Goal of the exercise: Each record below should be output verbatim, without pictures.

Saved data entries
-- Opening Marker --

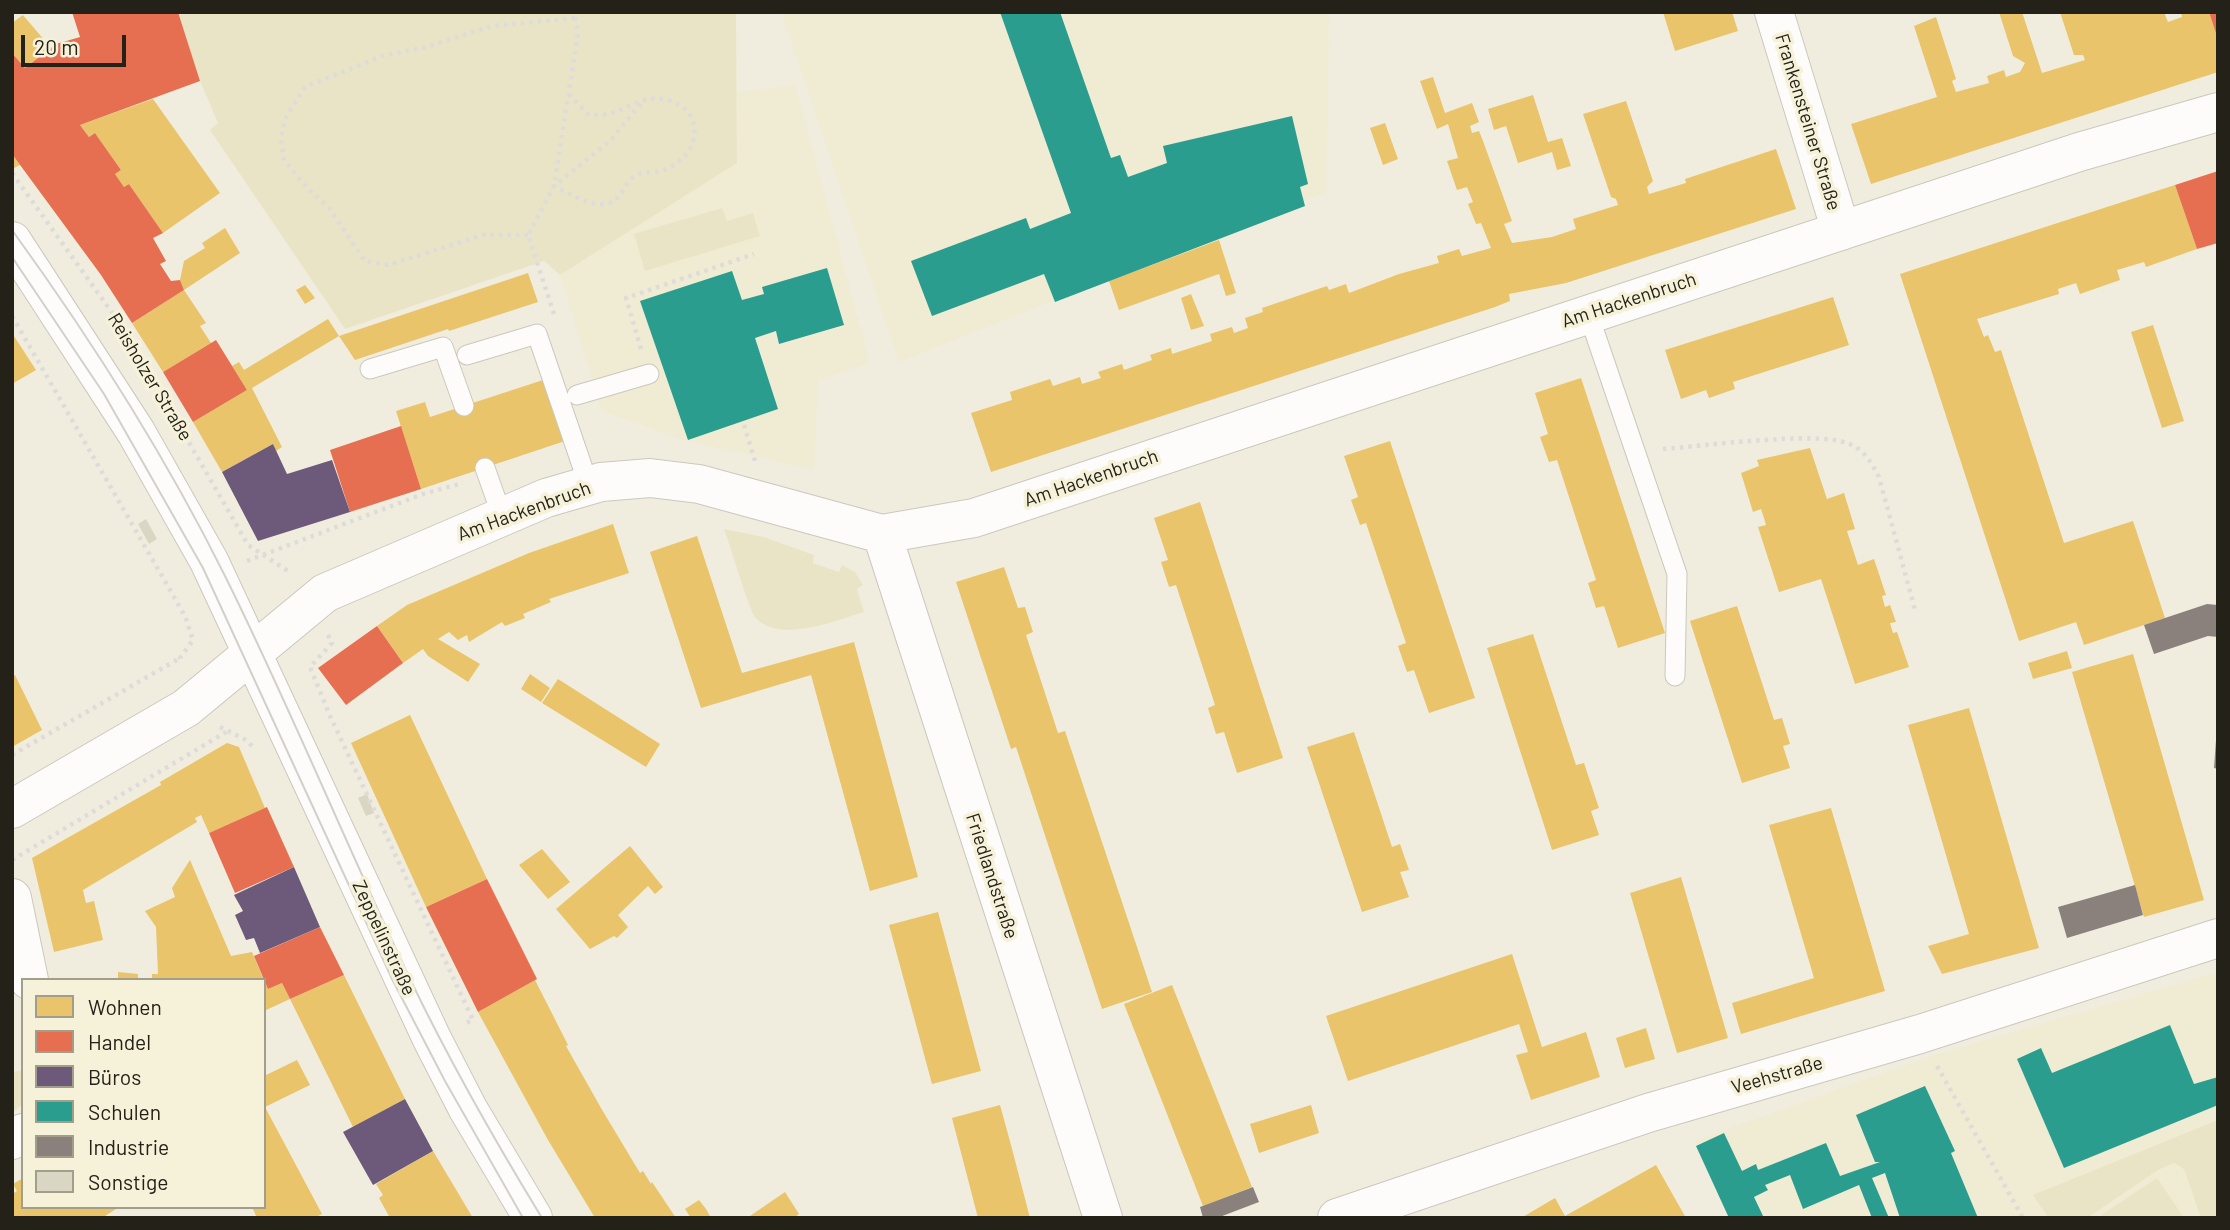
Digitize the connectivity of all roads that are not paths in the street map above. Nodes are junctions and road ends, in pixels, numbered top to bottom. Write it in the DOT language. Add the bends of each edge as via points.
graph roads {
  1 [pos="1774,12"];
  2 [pos="2218,112"];
  3 [pos="1841,232"];
  4 [pos="12,241"];
  5 [pos="1588,313"];
  6 [pos="467,355"];
  7 [pos="370,369"];
  8 [pos="649,374"];
  9 [pos="577,396"];
  10 [pos="464,406"];
  11 [pos="486,471"];
  12 [pos="589,486"];
  13 [pos="502,516"];
  14 [pos="882,534"];
  15 [pos="253,650"];
  16 [pos="1675,676"];
  17 [pos="12,808"];
  18 [pos="12,898"];
  19 [pos="2218,939"];
  20 [pos="29,978"];
  21 [pos="533,1218"];
  22 [pos="1103,1218"];
  23 [pos="1337,1218"];
  1 -- 3 [label="street, Frankensteiner Straße"];
  2 -- 3 [label="street, Am Hackenbruch" via="2079,152"];
  3 -- 5 [label="street, Am Hackenbruch"];
  4 -- 15 [label="street" via="136,432"];
  5 -- 14 [label="street, Am Hackenbruch" via="974,518"];
  5 -- 16 [label="lane" via="1677,574"];
  6 -- 12 [label="lane" via="537,334"];
  7 -- 10 [label="lane" via="443,347"];
  8 -- 9 [label="lane"];
  11 -- 13 [label="lane"];
  12 -- 13 [label="street, Am Hackenbruch"];
  12 -- 14 [label="street, Am Hackenbruch" via="650,478 699,484"];
  13 -- 15 [label="street, Am Hackenbruch" via="325,593"];
  14 -- 22 [label="street, Friedlandstraße"];
  15 -- 17 [label="street, Am Hackenbruch" via="186,708"];
  15 -- 21 [label="street, Zeppelinstraße" via="426,1028"];
  18 -- 20 [label="street"];
  19 -- 23 [label="street, Veehstraße" via="1920,1034 1648,1113"];
}
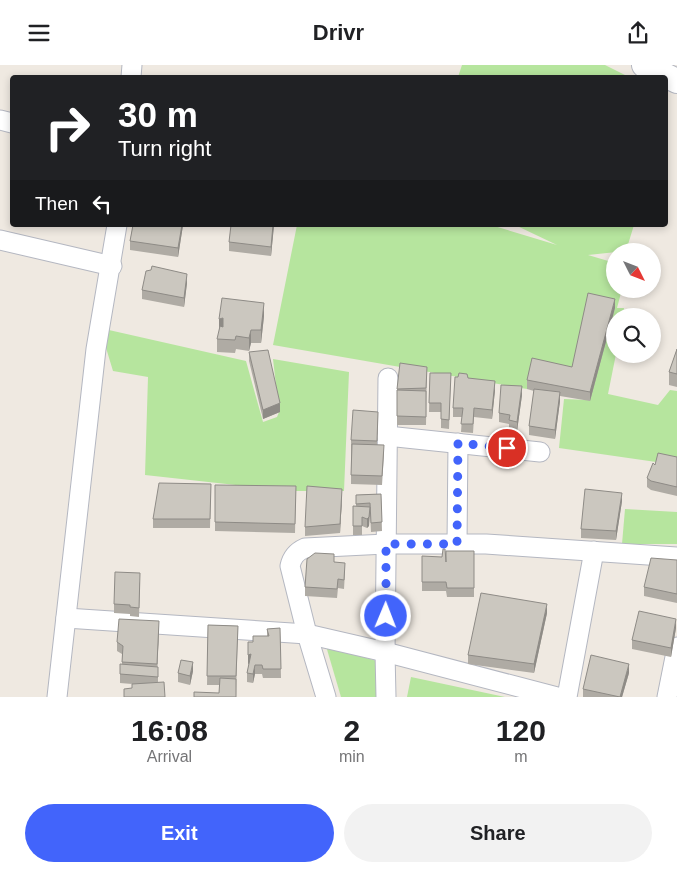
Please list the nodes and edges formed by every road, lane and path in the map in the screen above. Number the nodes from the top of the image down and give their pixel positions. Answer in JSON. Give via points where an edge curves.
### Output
{"nodes":[{"id":1,"x":644,"y":65,"type":"edge"},
{"id":2,"x":665,"y":75,"type":"edge"},
{"id":3,"x":118,"y":227,"type":"edge"},
{"id":4,"x":0,"y":239,"type":"edge"},
{"id":5,"x":112,"y":266,"type":"junction"},
{"id":6,"x":388,"y":378,"type":"dead end"},
{"id":7,"x":387,"y":436,"type":"junction"},
{"id":8,"x":458,"y":443,"type":"junction"},
{"id":9,"x":540,"y":452,"type":"dead end"},
{"id":10,"x":386,"y":544,"type":"junction"},
{"id":11,"x":457,"y":544,"type":"junction"},
{"id":12,"x":594,"y":551,"type":"junction"},
{"id":13,"x":677,"y":557,"type":"edge"},
{"id":14,"x":66,"y":618,"type":"junction"},
{"id":15,"x":307,"y":634,"type":"junction"},
{"id":16,"x":677,"y":647,"type":"edge"},
{"id":17,"x":385,"y":652,"type":"junction"},
{"id":18,"x":674,"y":677,"type":"edge"},
{"id":19,"x":57,"y":697,"type":"edge"},
{"id":20,"x":326,"y":697,"type":"edge"},
{"id":21,"x":386,"y":697,"type":"edge"},
{"id":22,"x":557,"y":697,"type":"edge"},
{"id":23,"x":567,"y":697,"type":"edge"},
{"id":24,"x":667,"y":697,"type":"edge"}],
"edges":[{"from":1,"to":2,"type":"street"},
{"from":3,"to":5,"type":"street"},
{"from":4,"to":5,"type":"street"},
{"from":5,"to":14,"type":"street","via":[[96,349]]},
{"from":6,"to":7,"type":"street"},
{"from":7,"to":8,"type":"street"},
{"from":7,"to":10,"type":"street"},
{"from":8,"to":9,"type":"street"},
{"from":8,"to":11,"type":"street"},
{"from":10,"to":11,"type":"street"},
{"from":10,"to":15,"type":"street","via":[[299,550],[290,566]]},
{"from":10,"to":17,"type":"street"},
{"from":11,"to":12,"type":"street"},
{"from":12,"to":13,"type":"street"},
{"from":12,"to":23,"type":"street"},
{"from":14,"to":15,"type":"street"},
{"from":14,"to":19,"type":"street"},
{"from":15,"to":17,"type":"street"},
{"from":15,"to":20,"type":"street"},
{"from":16,"to":18,"type":"street"},
{"from":17,"to":21,"type":"street"},
{"from":17,"to":22,"type":"street"},
{"from":18,"to":24,"type":"street"}]}
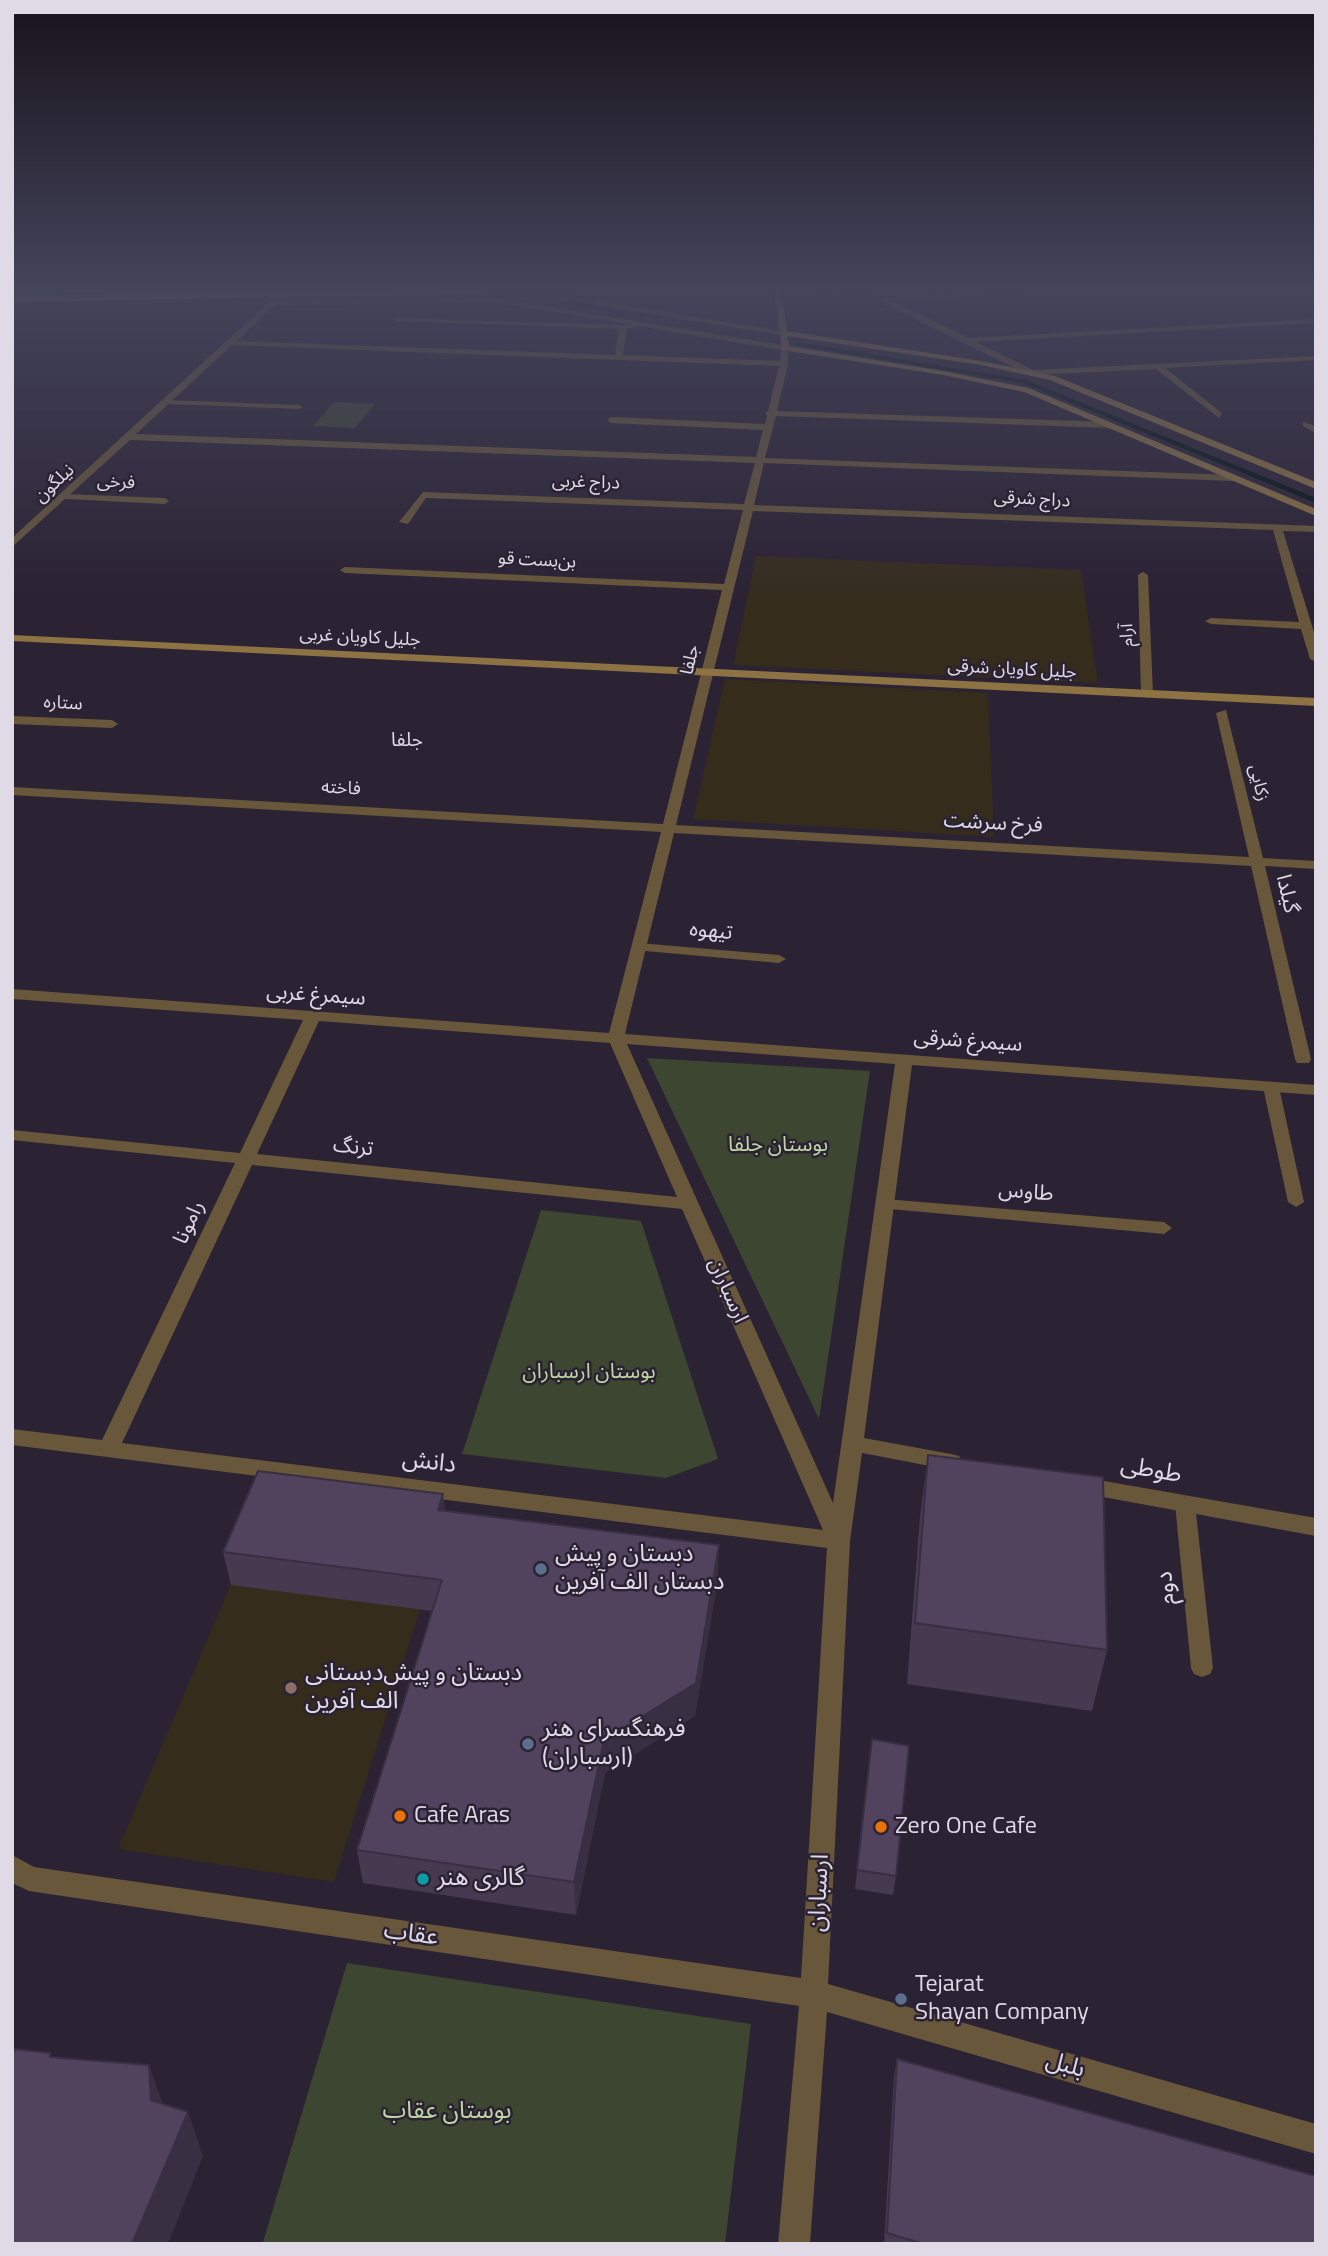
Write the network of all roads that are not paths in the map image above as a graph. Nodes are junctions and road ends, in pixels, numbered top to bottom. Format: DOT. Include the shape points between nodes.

-- Closing Marker --

Worked solution:
Digitize the connectivity of all roads that are not paths in the street map above. Nodes are junctions and road ends, in pixels, numbered top to bottom. Write it in the DOT language. Add the bends of each edge as via points.
graph roads {
  1 [pos="1774,12"];
  2 [pos="2218,112"];
  3 [pos="1841,232"];
  4 [pos="12,241"];
  5 [pos="1588,313"];
  6 [pos="467,355"];
  7 [pos="370,369"];
  8 [pos="649,374"];
  9 [pos="577,396"];
  10 [pos="464,406"];
  11 [pos="486,471"];
  12 [pos="589,486"];
  13 [pos="502,516"];
  14 [pos="882,534"];
  15 [pos="253,650"];
  16 [pos="1675,676"];
  17 [pos="12,808"];
  18 [pos="12,898"];
  19 [pos="2218,939"];
  20 [pos="29,978"];
  21 [pos="533,1218"];
  22 [pos="1103,1218"];
  23 [pos="1337,1218"];
  1 -- 3 [label="street, Frankensteiner Straße"];
  2 -- 3 [label="street, Am Hackenbruch" via="2079,152"];
  3 -- 5 [label="street, Am Hackenbruch"];
  4 -- 15 [label="street" via="136,432"];
  5 -- 14 [label="street, Am Hackenbruch" via="974,518"];
  5 -- 16 [label="lane" via="1677,574"];
  6 -- 12 [label="lane" via="537,334"];
  7 -- 10 [label="lane" via="443,347"];
  8 -- 9 [label="lane"];
  11 -- 13 [label="lane"];
  12 -- 13 [label="street, Am Hackenbruch"];
  12 -- 14 [label="street, Am Hackenbruch" via="650,478 699,484"];
  13 -- 15 [label="street, Am Hackenbruch" via="325,593"];
  14 -- 22 [label="street, Friedlandstraße"];
  15 -- 17 [label="street, Am Hackenbruch" via="186,708"];
  15 -- 21 [label="street, Zeppelinstraße" via="426,1028"];
  18 -- 20 [label="street"];
  19 -- 23 [label="street, Veehstraße" via="1920,1034 1648,1113"];
}
Please list the nodes and edges formed by every road, lane and path in the map in the screen above. Number the nodes from the top of the image down and give their pixel positions. Answer in JSON. Give via points where an edge curves.
### Output
{"nodes":[{"id":1,"x":644,"y":65,"type":"edge"},
{"id":2,"x":665,"y":75,"type":"edge"},
{"id":3,"x":118,"y":227,"type":"edge"},
{"id":4,"x":0,"y":239,"type":"edge"},
{"id":5,"x":112,"y":266,"type":"junction"},
{"id":6,"x":388,"y":378,"type":"dead end"},
{"id":7,"x":387,"y":436,"type":"junction"},
{"id":8,"x":458,"y":443,"type":"junction"},
{"id":9,"x":540,"y":452,"type":"dead end"},
{"id":10,"x":386,"y":544,"type":"junction"},
{"id":11,"x":457,"y":544,"type":"junction"},
{"id":12,"x":594,"y":551,"type":"junction"},
{"id":13,"x":677,"y":557,"type":"edge"},
{"id":14,"x":66,"y":618,"type":"junction"},
{"id":15,"x":307,"y":634,"type":"junction"},
{"id":16,"x":677,"y":647,"type":"edge"},
{"id":17,"x":385,"y":652,"type":"junction"},
{"id":18,"x":674,"y":677,"type":"edge"},
{"id":19,"x":57,"y":697,"type":"edge"},
{"id":20,"x":326,"y":697,"type":"edge"},
{"id":21,"x":386,"y":697,"type":"edge"},
{"id":22,"x":557,"y":697,"type":"edge"},
{"id":23,"x":567,"y":697,"type":"edge"},
{"id":24,"x":667,"y":697,"type":"edge"}],
"edges":[{"from":1,"to":2,"type":"street"},
{"from":3,"to":5,"type":"street"},
{"from":4,"to":5,"type":"street"},
{"from":5,"to":14,"type":"street","via":[[96,349]]},
{"from":6,"to":7,"type":"street"},
{"from":7,"to":8,"type":"street"},
{"from":7,"to":10,"type":"street"},
{"from":8,"to":9,"type":"street"},
{"from":8,"to":11,"type":"street"},
{"from":10,"to":11,"type":"street"},
{"from":10,"to":15,"type":"street","via":[[299,550],[290,566]]},
{"from":10,"to":17,"type":"street"},
{"from":11,"to":12,"type":"street"},
{"from":12,"to":13,"type":"street"},
{"from":12,"to":23,"type":"street"},
{"from":14,"to":15,"type":"street"},
{"from":14,"to":19,"type":"street"},
{"from":15,"to":17,"type":"street"},
{"from":15,"to":20,"type":"street"},
{"from":16,"to":18,"type":"street"},
{"from":17,"to":21,"type":"street"},
{"from":17,"to":22,"type":"street"},
{"from":18,"to":24,"type":"street"}]}
Write the network of all roads that are not paths in the map image above as a graph. Nodes are junctions and road ends, in pixels, numbered top to bottom. Format: DOT. Include the shape points between nodes.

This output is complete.